Are you aware that TIVO promised us years ago when they first started that if they ever disconnected service that they would unlock these tivos so they could be used without service and use basic online guides?

This was a promise TIVO made to the open source community for using open source software.


----------



## jrtroo (Feb 4, 2008)

satmaster said:


> Are you aware that TIVO promised us years ago when they first started that if they ever disconnected service that they would unlock these tivos so they could be used without service and use basic online guides?
> 
> This was a promise TIVO made to the open source community for using open source software.


Interesting. Do you have documentation to back this up? Their T&Cs are subject to change, however, so this initial "promise" could well have been repealed or revised.


----------



## ej42137 (Feb 16, 2014)

satmaster said:


> Are you aware that TIVO promised us years ago when they first started that if they ever disconnected service that they would unlock these tivos so they could be used without service and use basic online guides?
> 
> This was a promise TIVO made to the open source community for using open source software.

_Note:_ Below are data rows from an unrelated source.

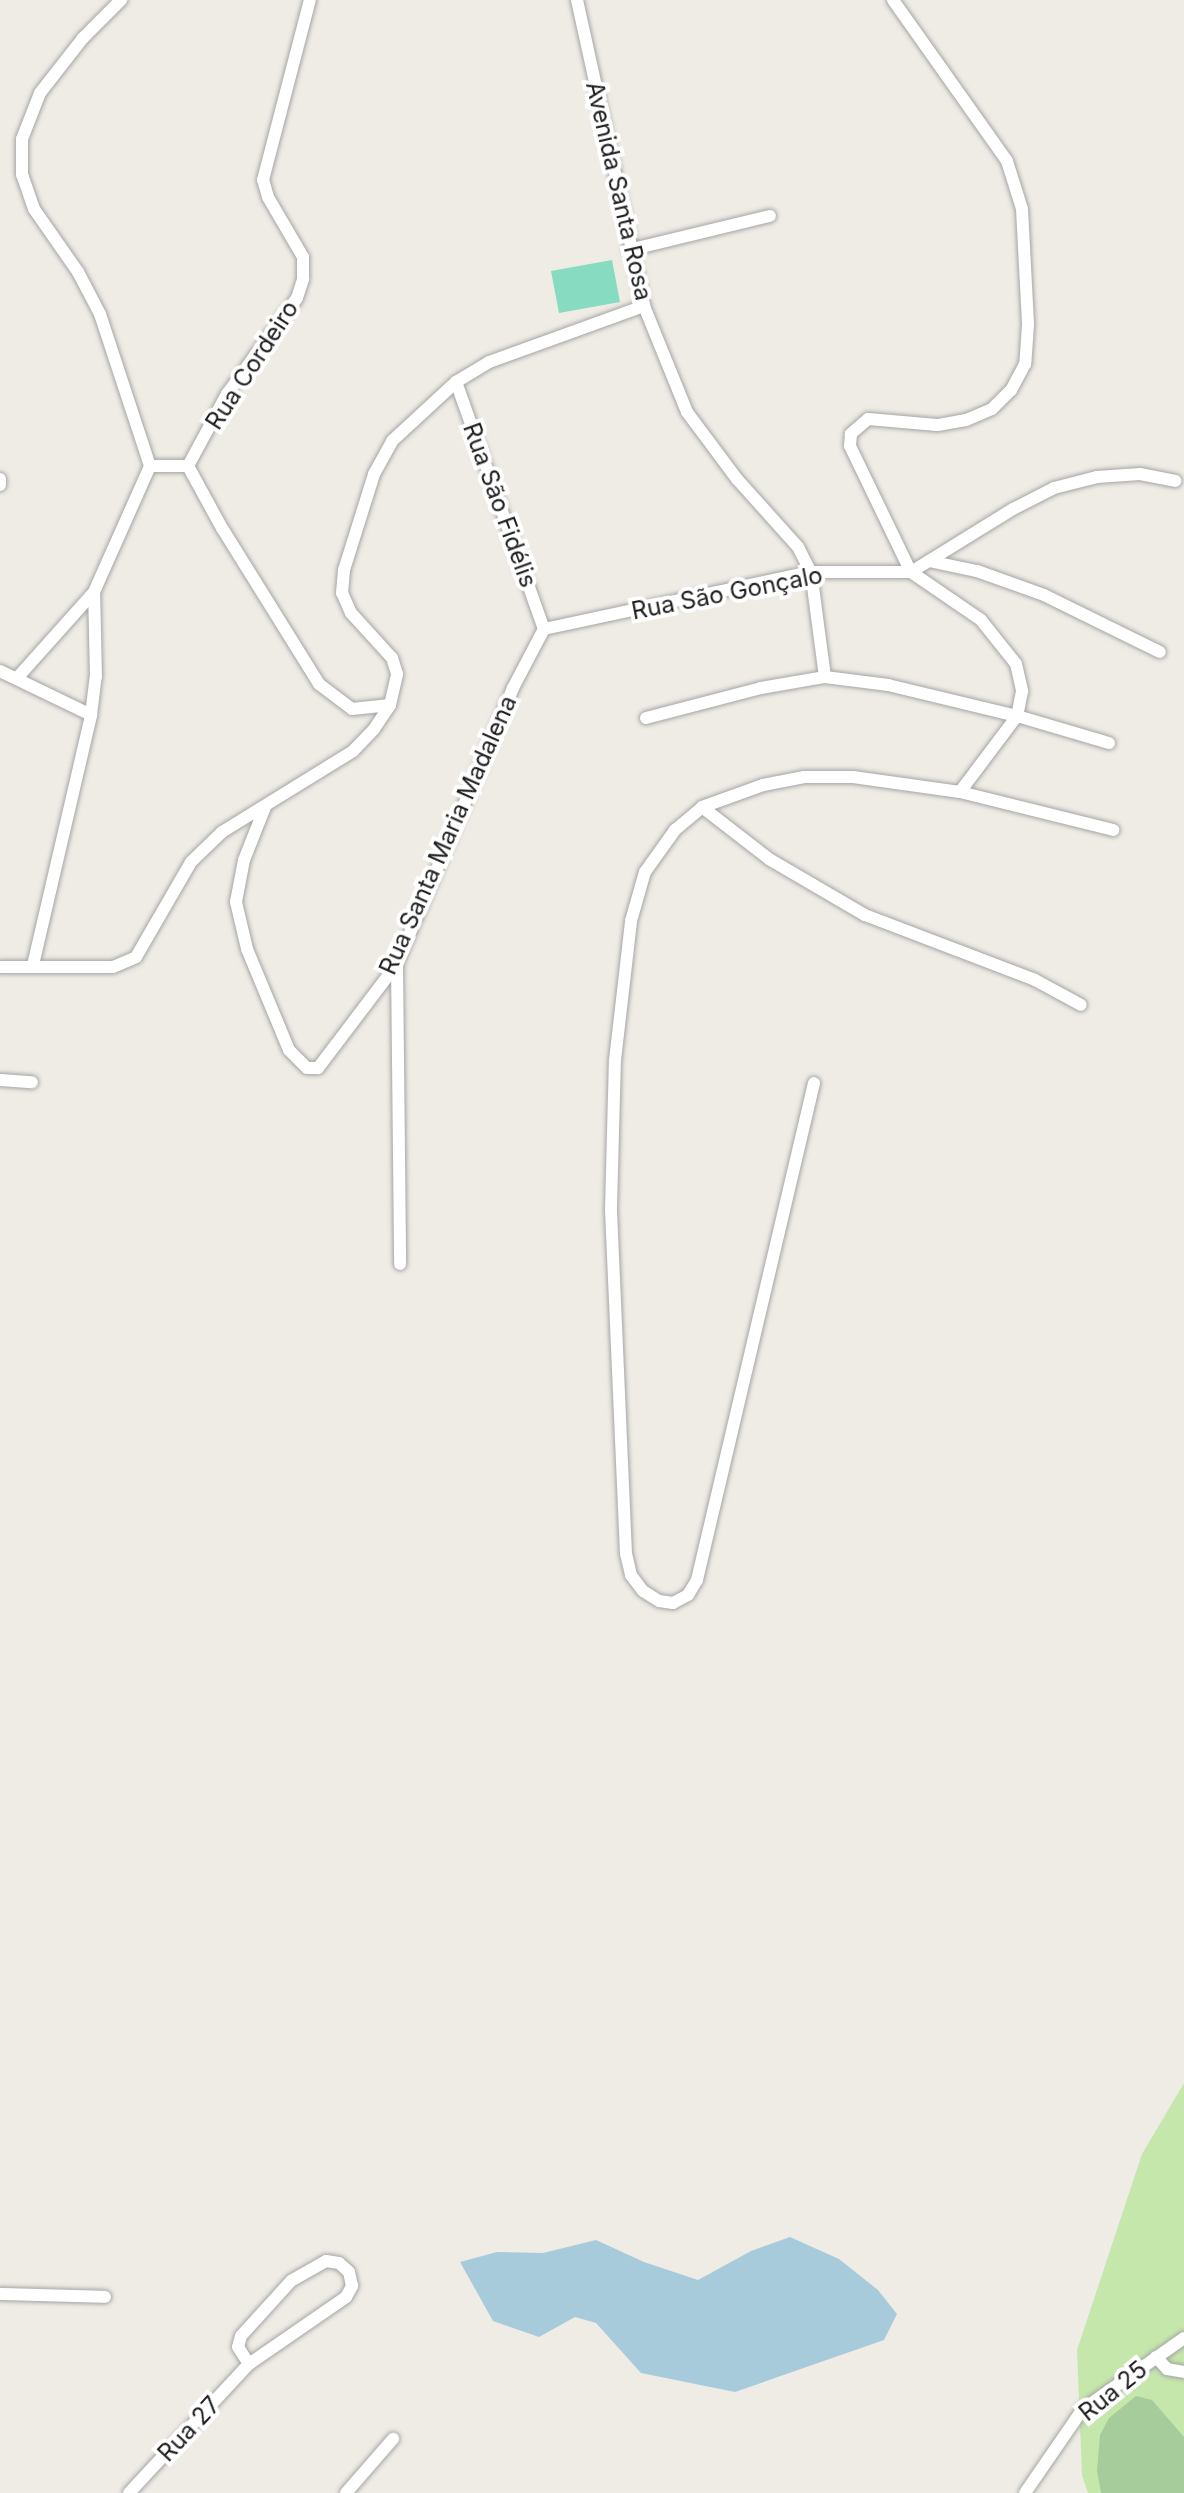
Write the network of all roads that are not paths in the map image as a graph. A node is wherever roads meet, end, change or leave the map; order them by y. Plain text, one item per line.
1 (121, 0) edge
2 (310, 0) edge
3 (577, 0) edge
4 (893, 0) edge
5 (770, 216) dead end
6 (629, 250) junction
7 (644, 306) junction
8 (456, 382) junction
9 (150, 466) junction
10 (188, 466) junction
11 (1175, 481) dead end
12 (929, 561) junction
13 (811, 572) junction
14 (911, 572) junction
15 (94, 592) junction
16 (544, 629) junction
17 (1160, 652) dead end
18 (0, 671) edge
19 (18, 677) junction
20 (825, 677) junction
21 (390, 705) junction
22 (91, 715) junction
23 (1017, 716) junction
24 (646, 718) dead end
25 (1109, 743) dead end
26 (960, 792) junction
27 (265, 807) junction
28 (702, 807) junction
29 (1113, 830) dead end
30 (397, 964) junction
31 (33, 965) junction
32 (0, 967) edge
33 (1081, 1005) dead end
34 (0, 1080) edge
35 (32, 1082) dead end
36 (814, 1083) dead end
37 (400, 1264) dead end
38 (0, 2294) edge
39 (105, 2297) dead end
40 (1184, 2338) edge
41 (1156, 2357) junction
42 (249, 2364) junction
43 (1184, 2372) edge
44 (393, 2439) dead end
45 (129, 2493) edge
46 (346, 2493) edge
47 (1025, 2493) edge

1 - 9 street
2 - 10 street, Rua Cordeiro
3 - 6 street, Avenida Santa Rosa
4 - 14 street
5 - 6 street
6 - 7 street, Avenida Santa Rosa
7 - 8 street
7 - 13 street, Avenida Santa Rosa
8 - 16 street, Rua São Fidélis
8 - 21 street
9 - 10 street
9 - 15 street
10 - 21 street
11 - 12 street
12 - 14 street
12 - 17 street
13 - 14 street, Rua São Gonçalo
13 - 16 street, Rua São Gonçalo
13 - 20 street
14 - 23 street
15 - 19 street
15 - 22 street
16 - 30 street, Rua Santa Maria Madalena
18 - 19 street
19 - 22 street
20 - 23 street
20 - 24 street
21 - 27 street
22 - 31 street
23 - 25 street
23 - 26 street
26 - 28 street
26 - 29 street
27 - 30 street, Rua Santa Maria Madalena
27 - 31 street
28 - 33 street
28 - 36 street
30 - 37 street
31 - 32 street
34 - 35 street
38 - 39 street
40 - 41 street, Rua 25
41 - 43 street
41 - 47 street, Rua 25
42 - 42 street, Rua 27
42 - 45 street, Rua 27
44 - 46 street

I'm aware that people wanted TiVo to do this, but it sure doesn't sound like something to which TiVo would ever commit. And they would certainly have no reason to do so, because open source doesn't work like that; you can either use something or not according to the particular license, and the community as a whole has nothing to say about it once something has been published with an open source license. I think you're possibly engaging in wishful recollection.


----------



## unitron (Apr 28, 2006)

satmaster said:


> Are you aware that TIVO promised us years ago when they first started that if they ever disconnected service that they would unlock these tivos so they could be used without service and use basic online guides?
> 
> This was a promise TIVO made to the open source community for using open source software.


It was more like if they ever went out of business and couldn't provide guide data and monthly renewals from their servers of the license to use the software (Even on lifetimed units you can see on system info page where it says service level a date which is never more than a few weeks in the future) they'd do something.

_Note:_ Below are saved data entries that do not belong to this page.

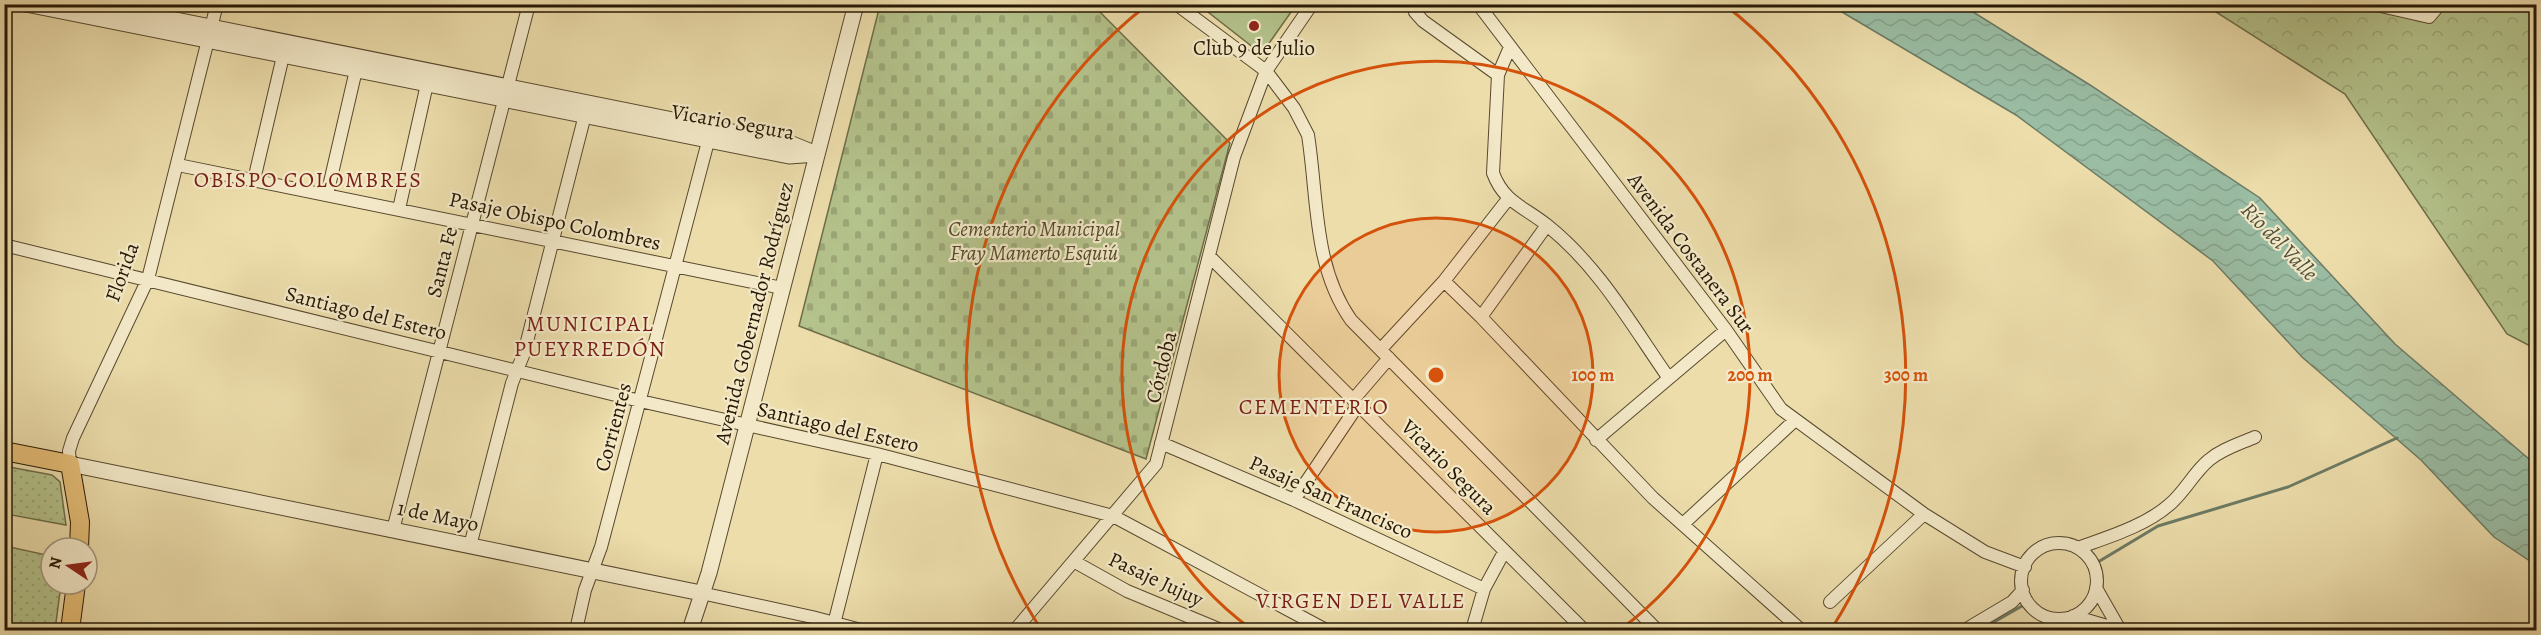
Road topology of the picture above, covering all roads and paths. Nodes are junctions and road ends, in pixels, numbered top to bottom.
1 (26, 4) edge
2 (96, 4) edge
3 (217, 4) edge
4 (529, 4) edge
5 (856, 4) edge
6 (1176, 4) edge
7 (1312, 4) edge
8 (1418, 4) edge
9 (1478, 4) edge
10 (2372, 4) edge
11 (2440, 4) edge
12 (209, 34) junction
13 (1510, 47) junction
14 (283, 56) junction
15 (357, 70) junction
16 (1266, 71) junction
17 (1498, 75) junction
18 (428, 84) junction
19 (506, 93) junction
20 (586, 109) junction
21 (710, 134) junction
22 (817, 154) junction
23 (178, 165) junction
24 (254, 180) junction
25 (327, 195) junction
26 (1508, 199) junction
27 (399, 209) junction
28 (472, 224) junction
29 (1547, 225) junction
30 (553, 240) junction
31 (4, 245) edge
32 (1209, 256) junction
33 (675, 266) junction
34 (148, 279) junction
35 (1444, 281) junction
36 (782, 288) junction
37 (1481, 317) junction
38 (1726, 330) junction
39 (440, 352) junction
40 (1385, 354) junction
41 (517, 370) junction
42 (1668, 377) junction
43 (640, 401) junction
44 (1355, 402) junction
45 (1794, 421) junction
46 (747, 426) junction
47 (2255, 437) dead end
48 (1596, 440) junction
49 (1161, 443) junction
50 (4, 451) edge
51 (877, 454) junction
52 (70, 464) junction
53 (1294, 500) junction
54 (1923, 514) junction
55 (1113, 516) junction
56 (1683, 524) junction
57 (393, 530) junction
58 (79, 536) edge
59 (470, 546) junction
60 (2078, 548) junction
61 (1504, 552) junction
62 (1075, 562) junction
63 (2025, 567) junction
64 (592, 571) junction
65 (2096, 588) junction
66 (1484, 589) junction
67 (2023, 590) junction
68 (701, 593) junction
69 (74, 596) edge
70 (1830, 602) dead end
71 (2079, 617) junction
72 (834, 624) junction
73 (1311, 627) edge
74 (1578, 628) edge
75 (70, 630) edge
76 (576, 630) edge
77 (690, 630) edge
78 (861, 630) edge
79 (1015, 630) edge
80 (1221, 630) edge
81 (1326, 630) edge
82 (1473, 630) edge
83 (1657, 630) edge
84 (1801, 630) edge
85 (1965, 630) edge
86 (2076, 630) edge
87 (2120, 630) edge

1 - 12 street, Vicario Segura
2 - 12 street, Vicario Segura
3 - 12 street, Florida
4 - 19 street, Santa Fe
5 - 22 street, Avenida Gobernador Rodríguez
6 - 16 street
7 - 16 street, Córdoba
8 - 17 street
9 - 13 street, Avenida Costanera Sur
10 - 11 street
12 - 14 street, Vicario Segura
12 - 19 street, Vicario Segura
12 - 23 street, Florida
13 - 17 street
13 - 38 street, Avenida Costanera Sur
14 - 15 street, Vicario Segura
14 - 24 street
15 - 18 street, Vicario Segura
15 - 25 street
16 - 32 street, Córdoba
16 - 40 street
17 - 26 street
18 - 19 street, Vicario Segura
18 - 27 street
19 - 20 street, Vicario Segura
19 - 28 street, Santa Fe
20 - 21 street, Vicario Segura
20 - 30 street
21 - 22 street, Vicario Segura
21 - 33 street, Corrientes
22 - 36 street, Avenida Gobernador Rodríguez
23 - 24 street, Pasaje Obispo Colombres
23 - 34 street, Florida
24 - 25 street, Pasaje Obispo Colombres
25 - 27 street, Pasaje Obispo Colombres
26 - 29 street
26 - 35 street
27 - 28 street, Pasaje Obispo Colombres
28 - 30 street, Pasaje Obispo Colombres
28 - 39 street, Santa Fe
29 - 37 street
29 - 42 street
30 - 33 street, Pasaje Obispo Colombres
30 - 41 street
31 - 34 street, Santiago del Estero
32 - 44 street, Vicario Segura
32 - 49 street, Córdoba
33 - 36 street, Pasaje Obispo Colombres
33 - 43 street, Corrientes
34 - 39 street, Santiago del Estero
34 - 52 street, Florida
35 - 37 street
35 - 40 street
36 - 46 street, Avenida Gobernador Rodríguez
37 - 48 street
38 - 42 street
38 - 45 street, Avenida Costanera Sur
39 - 41 street, Santiago del Estero
39 - 57 street, Santa Fe
40 - 44 street
40 - 83 street
41 - 43 street, Santiago del Estero
41 - 59 street
42 - 48 street
43 - 46 street, Santiago del Estero
43 - 64 street, Corrientes
44 - 53 street
44 - 61 street, Vicario Segura
45 - 54 street, Avenida Costanera Sur
45 - 56 street
46 - 51 street, Santiago del Estero
46 - 68 street, Avenida Gobernador Rodríguez
47 - 60 street
48 - 56 street
49 - 53 street, Pasaje San Francisco
49 - 55 street, Córdoba
50 - 52 main road, 1 de Mayo
51 - 55 street, Santiago del Estero
51 - 72 street
52 - 57 street, 1 de Mayo
52 - 58 main road, Florida
53 - 66 street, Pasaje San Francisco
54 - 63 street, Avenida Costanera Sur
54 - 70 street
55 - 62 street, Córdoba
55 - 73 street, Santiago del Estero
56 - 84 street
57 - 59 street, 1 de Mayo
59 - 64 street, 1 de Mayo
60 - 63 street
60 - 65 street
61 - 66 street
61 - 74 street, Vicario Segura
62 - 79 street, Córdoba
62 - 80 street, Pasaje Jujuy
63 - 67 street
64 - 68 street, 1 de Mayo
64 - 76 street, Corrientes
65 - 71 street
65 - 87 street
66 - 82 street
67 - 71 street
67 - 85 street
68 - 72 street, 1 de Mayo
68 - 77 street, Avenida Gobernador Rodríguez
69 - 75 main road
71 - 86 street
71 - 87 street
72 - 78 street, 1 de Mayo
73 - 81 street, Santiago del Estero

And I'm pretty sure that was said so long ago they could argue it only applies to Series 1s.

And that "promise" may have only been meant to apply to lifetimed units.

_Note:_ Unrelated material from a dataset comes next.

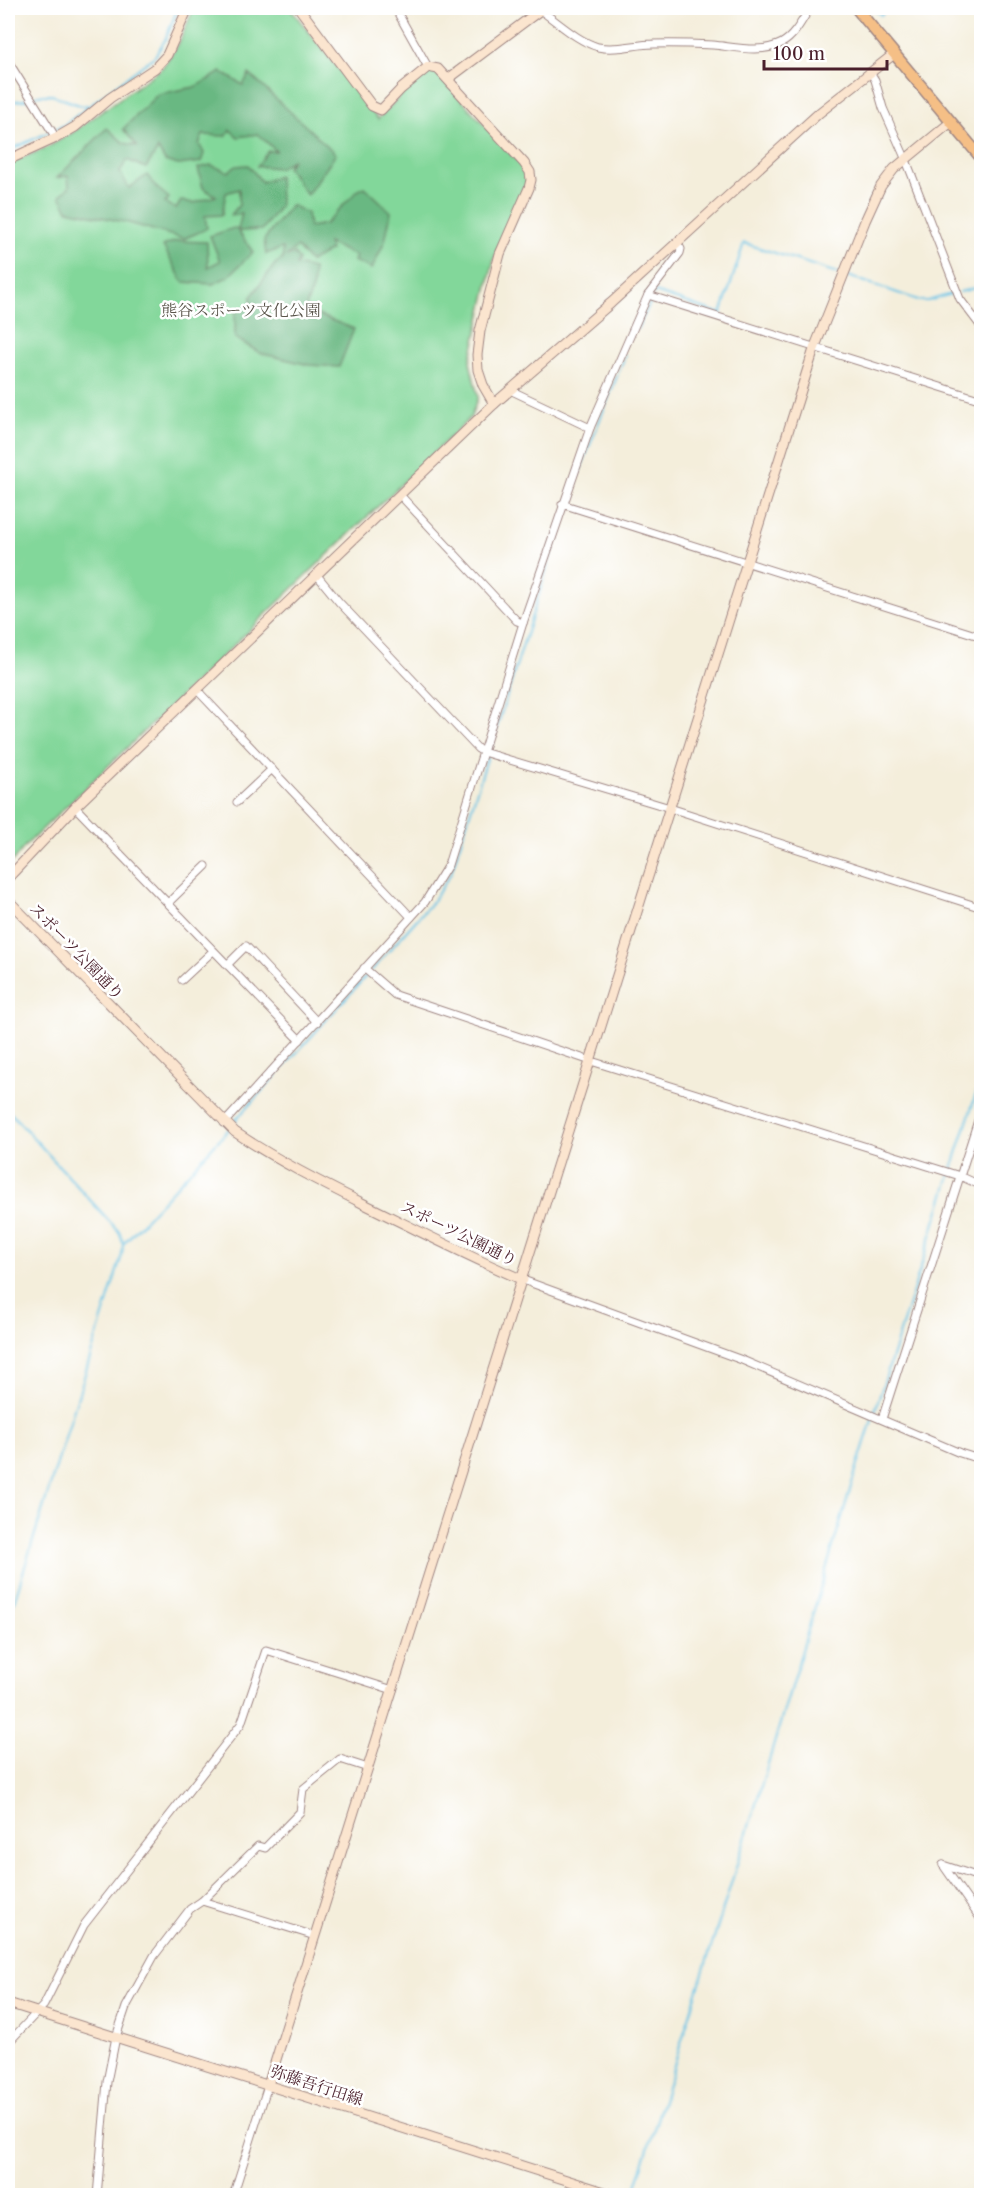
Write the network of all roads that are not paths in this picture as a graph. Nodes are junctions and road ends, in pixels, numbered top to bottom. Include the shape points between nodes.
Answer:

Of course (unlike what they pulled in the UK), they haven't actually discontinued the service, they've just quit activating any unactivated s1s, 2s, and 3s, and changed the service in a way that the S1s can't work with (which is to say they updated the code to accommodate the change, but only on S2s and above).


----------



## Larry_Green (Oct 24, 2016)

OK then, forget about using anything from Tivo, Inc. What else can be done with this hardware? S2 can record from composite input or NTSC, S3 can record from NTSC or ATSC, all can receive and perhaps record from internet. Can we strip all the Tivo licensing code from the kernel and apps and mod or add apps to stream web programs like a Roku or Kodi box?

What is in the kernel source Tivo offers, presumably nothing involving licensing, but are there drivers for the USB, Ethernet, analog modem, remote control, infrared senders and especially the tuners/encoders/decoders?


----------